Research Projects
RIOT: I/O Efficient Numerical Computing without SQL
R is a numerical computing environment that is widely popular for statistical data analysis. Like many such environments, R performs poorly for large datasets whose sizes exceed that of physical memory. However, I/O-efficiency and query optimization are features standard to modern database systems. In an attempt to bridge the gap between these two very different fields, we developed RIOT-DB, an initial R package prototype that uses a relational database system as a backend. Through automatic query generation and good use of relational databases, we were able to manipulate large amounts of data without requiring them to reside completely in memory.
Despite the overhead and inadequacy of generic database systems in handling array data and numerical computation, RIOT-DB significantly outperforms R in many large-data scenarios, thanks to a suite of high-level, inter-operation optimizations that integrate seamlessly into R. Compared with previous approaches that require users to learn new languages and rewrite their programs to interface with a database, RIOT-DB users are insulated from anything database related.

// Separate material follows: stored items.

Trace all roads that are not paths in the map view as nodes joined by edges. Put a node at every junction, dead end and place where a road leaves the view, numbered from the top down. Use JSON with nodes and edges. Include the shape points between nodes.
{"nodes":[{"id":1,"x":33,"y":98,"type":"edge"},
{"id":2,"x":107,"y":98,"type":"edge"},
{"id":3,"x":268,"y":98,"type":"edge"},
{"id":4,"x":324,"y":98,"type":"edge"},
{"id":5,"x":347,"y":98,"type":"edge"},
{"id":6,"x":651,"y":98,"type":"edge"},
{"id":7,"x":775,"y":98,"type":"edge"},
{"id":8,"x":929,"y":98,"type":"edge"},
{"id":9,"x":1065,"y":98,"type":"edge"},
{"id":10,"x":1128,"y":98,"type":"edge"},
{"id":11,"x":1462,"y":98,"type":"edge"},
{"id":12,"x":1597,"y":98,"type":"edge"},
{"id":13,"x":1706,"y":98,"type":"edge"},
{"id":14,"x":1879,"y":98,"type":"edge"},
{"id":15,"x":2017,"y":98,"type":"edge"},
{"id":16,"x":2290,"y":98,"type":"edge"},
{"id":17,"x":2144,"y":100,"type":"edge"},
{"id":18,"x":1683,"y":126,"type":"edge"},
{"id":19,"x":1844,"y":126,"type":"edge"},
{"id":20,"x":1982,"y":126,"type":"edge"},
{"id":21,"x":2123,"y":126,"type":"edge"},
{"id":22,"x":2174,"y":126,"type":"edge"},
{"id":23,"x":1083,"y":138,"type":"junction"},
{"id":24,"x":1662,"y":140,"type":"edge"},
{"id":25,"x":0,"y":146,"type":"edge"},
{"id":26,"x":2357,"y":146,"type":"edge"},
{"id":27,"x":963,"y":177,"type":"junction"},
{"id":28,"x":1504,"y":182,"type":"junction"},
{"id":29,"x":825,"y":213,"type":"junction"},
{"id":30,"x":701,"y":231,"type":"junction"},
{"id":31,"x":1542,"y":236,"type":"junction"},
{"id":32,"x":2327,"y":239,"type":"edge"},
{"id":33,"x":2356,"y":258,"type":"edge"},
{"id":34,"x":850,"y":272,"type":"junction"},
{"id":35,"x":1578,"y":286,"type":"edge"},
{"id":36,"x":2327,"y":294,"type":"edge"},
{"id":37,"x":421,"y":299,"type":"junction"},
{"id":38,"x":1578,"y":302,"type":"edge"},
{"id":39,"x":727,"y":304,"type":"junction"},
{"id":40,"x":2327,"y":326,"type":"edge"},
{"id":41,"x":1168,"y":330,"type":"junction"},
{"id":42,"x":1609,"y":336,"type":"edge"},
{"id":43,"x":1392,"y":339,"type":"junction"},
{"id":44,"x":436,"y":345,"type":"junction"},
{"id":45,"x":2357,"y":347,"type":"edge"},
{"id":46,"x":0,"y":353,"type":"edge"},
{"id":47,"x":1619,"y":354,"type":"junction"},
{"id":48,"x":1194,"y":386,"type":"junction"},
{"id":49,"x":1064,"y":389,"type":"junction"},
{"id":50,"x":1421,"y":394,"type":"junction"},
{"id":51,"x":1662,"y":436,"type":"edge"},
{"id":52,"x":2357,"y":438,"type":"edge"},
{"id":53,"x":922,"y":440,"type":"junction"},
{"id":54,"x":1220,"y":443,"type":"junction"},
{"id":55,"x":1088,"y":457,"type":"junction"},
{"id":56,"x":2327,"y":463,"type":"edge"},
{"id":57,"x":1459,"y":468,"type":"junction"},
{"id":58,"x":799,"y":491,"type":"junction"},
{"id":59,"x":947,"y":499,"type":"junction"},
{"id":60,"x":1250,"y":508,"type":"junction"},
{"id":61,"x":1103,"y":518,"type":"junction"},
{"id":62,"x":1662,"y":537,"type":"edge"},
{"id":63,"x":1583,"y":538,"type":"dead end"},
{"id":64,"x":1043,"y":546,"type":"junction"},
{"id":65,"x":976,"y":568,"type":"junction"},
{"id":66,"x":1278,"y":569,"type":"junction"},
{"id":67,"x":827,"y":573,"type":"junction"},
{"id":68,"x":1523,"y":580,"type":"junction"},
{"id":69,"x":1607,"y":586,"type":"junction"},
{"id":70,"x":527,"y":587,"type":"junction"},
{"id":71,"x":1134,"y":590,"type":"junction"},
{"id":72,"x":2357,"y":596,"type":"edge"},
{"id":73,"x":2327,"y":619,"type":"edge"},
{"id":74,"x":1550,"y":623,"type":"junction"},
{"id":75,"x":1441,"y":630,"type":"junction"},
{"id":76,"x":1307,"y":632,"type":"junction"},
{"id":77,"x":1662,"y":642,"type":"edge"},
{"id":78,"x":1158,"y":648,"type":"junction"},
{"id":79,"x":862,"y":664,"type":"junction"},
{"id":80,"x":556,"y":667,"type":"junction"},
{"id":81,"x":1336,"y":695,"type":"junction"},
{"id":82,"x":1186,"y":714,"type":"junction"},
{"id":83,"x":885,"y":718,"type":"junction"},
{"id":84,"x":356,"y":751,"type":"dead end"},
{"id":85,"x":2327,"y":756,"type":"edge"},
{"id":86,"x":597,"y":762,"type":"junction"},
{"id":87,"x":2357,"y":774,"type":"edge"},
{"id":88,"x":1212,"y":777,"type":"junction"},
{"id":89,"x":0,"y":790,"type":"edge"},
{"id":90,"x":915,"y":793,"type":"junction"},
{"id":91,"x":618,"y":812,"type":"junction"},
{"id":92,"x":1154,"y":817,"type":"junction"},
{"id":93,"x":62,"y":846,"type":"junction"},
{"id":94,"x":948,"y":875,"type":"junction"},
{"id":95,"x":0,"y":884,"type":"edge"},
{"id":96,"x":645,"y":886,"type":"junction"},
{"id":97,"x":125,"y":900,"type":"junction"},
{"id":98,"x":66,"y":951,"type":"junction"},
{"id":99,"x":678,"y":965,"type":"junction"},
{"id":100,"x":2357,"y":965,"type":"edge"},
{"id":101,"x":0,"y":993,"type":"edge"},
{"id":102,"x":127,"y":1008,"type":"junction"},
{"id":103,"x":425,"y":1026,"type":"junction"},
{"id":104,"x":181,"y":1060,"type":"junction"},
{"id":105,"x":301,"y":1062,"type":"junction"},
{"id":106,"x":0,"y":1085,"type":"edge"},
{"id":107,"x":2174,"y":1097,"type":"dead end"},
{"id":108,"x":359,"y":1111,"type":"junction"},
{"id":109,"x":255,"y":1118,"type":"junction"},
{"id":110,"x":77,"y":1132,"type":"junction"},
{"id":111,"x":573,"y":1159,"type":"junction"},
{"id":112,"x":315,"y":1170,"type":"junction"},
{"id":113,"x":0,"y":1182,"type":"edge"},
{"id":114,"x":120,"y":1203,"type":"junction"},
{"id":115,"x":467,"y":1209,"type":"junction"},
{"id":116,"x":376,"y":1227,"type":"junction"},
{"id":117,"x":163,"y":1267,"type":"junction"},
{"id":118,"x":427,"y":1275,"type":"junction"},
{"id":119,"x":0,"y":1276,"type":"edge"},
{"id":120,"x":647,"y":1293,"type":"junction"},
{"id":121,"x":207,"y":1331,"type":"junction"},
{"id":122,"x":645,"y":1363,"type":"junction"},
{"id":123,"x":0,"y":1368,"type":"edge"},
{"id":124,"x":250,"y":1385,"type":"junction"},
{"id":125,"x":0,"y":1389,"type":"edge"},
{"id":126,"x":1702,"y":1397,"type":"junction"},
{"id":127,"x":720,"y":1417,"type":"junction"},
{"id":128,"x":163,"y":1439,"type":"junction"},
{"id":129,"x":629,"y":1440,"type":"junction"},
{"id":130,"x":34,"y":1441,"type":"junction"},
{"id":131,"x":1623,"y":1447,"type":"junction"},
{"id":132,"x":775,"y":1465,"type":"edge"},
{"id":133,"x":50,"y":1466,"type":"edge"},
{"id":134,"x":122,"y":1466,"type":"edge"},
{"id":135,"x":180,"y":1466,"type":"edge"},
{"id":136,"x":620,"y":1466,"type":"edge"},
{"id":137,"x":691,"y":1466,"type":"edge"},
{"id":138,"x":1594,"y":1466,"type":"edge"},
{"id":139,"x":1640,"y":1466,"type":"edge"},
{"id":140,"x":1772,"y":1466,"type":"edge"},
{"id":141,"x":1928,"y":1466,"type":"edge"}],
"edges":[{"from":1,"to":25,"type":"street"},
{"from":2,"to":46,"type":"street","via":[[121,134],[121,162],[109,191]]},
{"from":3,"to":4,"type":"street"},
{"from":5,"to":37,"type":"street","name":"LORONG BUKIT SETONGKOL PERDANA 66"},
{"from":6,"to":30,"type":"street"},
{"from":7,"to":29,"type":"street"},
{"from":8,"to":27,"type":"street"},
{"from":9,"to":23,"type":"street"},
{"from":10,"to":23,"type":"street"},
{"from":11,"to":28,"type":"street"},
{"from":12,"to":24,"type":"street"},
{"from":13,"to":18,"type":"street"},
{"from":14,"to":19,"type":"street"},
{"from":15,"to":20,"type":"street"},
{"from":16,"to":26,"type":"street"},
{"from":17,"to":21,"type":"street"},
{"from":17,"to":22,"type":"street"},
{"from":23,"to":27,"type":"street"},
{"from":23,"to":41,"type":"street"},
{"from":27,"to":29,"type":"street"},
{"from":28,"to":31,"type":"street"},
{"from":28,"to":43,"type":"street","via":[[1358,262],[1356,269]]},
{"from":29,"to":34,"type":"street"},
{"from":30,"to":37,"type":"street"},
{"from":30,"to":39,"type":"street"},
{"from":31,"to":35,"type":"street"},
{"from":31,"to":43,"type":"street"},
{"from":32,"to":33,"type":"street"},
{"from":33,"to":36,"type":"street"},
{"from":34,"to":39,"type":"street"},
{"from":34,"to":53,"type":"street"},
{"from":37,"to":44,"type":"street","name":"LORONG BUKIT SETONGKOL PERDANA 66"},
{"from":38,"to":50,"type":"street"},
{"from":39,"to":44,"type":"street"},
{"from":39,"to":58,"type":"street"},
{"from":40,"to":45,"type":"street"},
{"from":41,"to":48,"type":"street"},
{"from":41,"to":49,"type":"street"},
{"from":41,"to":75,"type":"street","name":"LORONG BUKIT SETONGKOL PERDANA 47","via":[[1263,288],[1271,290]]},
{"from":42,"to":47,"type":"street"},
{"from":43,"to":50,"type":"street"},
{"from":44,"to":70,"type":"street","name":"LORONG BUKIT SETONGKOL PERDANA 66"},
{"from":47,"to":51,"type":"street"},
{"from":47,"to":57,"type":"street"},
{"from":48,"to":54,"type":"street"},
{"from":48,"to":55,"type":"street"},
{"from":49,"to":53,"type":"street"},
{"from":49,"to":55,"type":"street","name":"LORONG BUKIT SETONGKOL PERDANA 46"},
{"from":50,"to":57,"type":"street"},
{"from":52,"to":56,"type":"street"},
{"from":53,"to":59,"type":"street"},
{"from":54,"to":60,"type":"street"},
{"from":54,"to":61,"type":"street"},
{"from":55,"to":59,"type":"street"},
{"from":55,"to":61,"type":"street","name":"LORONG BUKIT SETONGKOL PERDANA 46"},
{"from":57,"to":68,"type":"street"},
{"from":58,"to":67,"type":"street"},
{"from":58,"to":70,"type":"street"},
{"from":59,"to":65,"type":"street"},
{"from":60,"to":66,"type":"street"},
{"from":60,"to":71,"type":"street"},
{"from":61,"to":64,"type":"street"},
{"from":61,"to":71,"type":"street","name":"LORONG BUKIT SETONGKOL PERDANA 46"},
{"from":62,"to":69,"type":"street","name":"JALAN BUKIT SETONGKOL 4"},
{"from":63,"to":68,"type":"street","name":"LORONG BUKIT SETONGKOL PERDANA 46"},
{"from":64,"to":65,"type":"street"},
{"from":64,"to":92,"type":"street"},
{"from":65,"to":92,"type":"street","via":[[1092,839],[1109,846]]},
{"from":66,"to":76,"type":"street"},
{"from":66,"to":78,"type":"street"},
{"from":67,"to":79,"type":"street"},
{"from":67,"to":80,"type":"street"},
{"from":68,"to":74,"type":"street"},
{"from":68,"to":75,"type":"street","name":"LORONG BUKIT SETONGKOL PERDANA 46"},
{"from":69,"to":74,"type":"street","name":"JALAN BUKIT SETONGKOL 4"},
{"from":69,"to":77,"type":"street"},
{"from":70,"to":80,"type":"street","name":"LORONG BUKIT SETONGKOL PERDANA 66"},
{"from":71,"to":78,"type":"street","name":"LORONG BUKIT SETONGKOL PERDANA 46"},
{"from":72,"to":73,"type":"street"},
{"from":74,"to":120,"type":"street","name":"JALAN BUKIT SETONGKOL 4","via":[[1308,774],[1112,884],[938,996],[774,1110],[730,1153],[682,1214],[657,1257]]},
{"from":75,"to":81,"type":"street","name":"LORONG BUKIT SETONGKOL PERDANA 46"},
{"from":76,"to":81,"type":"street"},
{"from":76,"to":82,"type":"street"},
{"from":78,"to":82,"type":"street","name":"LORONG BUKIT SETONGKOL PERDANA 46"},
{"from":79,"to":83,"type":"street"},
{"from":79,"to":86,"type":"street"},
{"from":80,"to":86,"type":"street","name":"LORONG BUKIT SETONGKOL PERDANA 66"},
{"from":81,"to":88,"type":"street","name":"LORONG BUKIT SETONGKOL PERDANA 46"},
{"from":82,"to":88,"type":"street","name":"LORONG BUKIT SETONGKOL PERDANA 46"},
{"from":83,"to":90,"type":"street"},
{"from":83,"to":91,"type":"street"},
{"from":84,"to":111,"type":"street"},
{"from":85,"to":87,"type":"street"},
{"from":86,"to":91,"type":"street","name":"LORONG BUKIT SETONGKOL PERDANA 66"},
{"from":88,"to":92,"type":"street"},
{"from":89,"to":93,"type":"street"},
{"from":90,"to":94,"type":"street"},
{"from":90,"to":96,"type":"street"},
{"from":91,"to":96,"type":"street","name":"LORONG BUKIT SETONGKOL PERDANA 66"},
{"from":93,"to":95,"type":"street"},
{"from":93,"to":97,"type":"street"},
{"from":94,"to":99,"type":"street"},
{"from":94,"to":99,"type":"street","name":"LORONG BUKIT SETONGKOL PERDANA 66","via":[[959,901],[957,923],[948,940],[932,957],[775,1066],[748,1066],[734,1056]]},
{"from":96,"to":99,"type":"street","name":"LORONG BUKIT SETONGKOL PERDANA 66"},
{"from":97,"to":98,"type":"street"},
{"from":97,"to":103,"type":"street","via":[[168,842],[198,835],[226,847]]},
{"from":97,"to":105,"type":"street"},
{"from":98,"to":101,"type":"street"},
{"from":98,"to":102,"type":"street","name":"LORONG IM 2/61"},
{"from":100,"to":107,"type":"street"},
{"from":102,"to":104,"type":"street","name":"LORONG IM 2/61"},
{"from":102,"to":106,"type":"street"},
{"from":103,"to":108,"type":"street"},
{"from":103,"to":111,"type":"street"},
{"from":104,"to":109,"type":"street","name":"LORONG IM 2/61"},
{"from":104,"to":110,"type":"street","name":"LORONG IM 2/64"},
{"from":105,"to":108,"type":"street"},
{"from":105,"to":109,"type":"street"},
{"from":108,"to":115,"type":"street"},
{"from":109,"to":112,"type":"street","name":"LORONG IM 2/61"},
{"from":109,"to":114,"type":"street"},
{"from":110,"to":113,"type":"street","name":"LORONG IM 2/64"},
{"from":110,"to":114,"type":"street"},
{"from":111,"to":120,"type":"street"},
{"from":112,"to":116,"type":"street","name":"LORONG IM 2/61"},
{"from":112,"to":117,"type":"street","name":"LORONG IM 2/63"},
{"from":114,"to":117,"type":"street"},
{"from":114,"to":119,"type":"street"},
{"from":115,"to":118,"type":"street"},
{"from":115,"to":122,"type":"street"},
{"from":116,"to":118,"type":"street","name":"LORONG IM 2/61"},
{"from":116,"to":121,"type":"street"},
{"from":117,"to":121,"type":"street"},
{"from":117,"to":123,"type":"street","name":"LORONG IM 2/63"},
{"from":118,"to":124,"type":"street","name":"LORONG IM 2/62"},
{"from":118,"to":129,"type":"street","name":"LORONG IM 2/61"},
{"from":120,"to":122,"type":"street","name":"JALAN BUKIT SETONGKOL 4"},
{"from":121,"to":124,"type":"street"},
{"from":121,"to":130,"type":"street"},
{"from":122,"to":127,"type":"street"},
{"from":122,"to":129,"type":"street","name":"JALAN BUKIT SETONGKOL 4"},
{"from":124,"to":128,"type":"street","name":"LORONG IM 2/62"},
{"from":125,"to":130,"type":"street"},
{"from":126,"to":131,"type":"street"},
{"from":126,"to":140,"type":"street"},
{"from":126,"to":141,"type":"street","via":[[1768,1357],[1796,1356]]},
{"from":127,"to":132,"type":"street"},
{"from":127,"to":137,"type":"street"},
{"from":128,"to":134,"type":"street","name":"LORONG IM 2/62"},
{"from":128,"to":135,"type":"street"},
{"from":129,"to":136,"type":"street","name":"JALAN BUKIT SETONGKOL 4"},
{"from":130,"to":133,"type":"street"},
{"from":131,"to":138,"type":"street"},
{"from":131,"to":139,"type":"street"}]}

Our experience of implementing RIOT-DB has provided many insights, the most important of which is the fact that I/O-efficiency cannot be achieved without high-level, inter-operation optimizations. Even though the generic database system used by RIOT-DB carries enormous overhead in storing and processing arrays, its pipelined execution model and query optimizer are able to turn the tide in its favor in many cases. With a specialized storage engine, algorithms, and database-style optimization strategies tailored towards numerical computing, we expect the next generation of RIOT to make further gains in I/O-efficiency. Another pleasant surprise from this experience is that transparency is indeed possible, with ideas such as deferred valuation and clever mechanisms to implement them within the confines of R. As future work, we plan to investigate how to apply our techniques to other language environments beyond those intended for numerical computing.
Publications
-
Y. Zhang, H. Herodotou, and J. Yang.
RIOT: I/O-Efficient Numerical Computing without SQL.
In Proc. of the Fourth Biennial Conf. on Innovative Data Systems Research (CIDR '09), January 2009.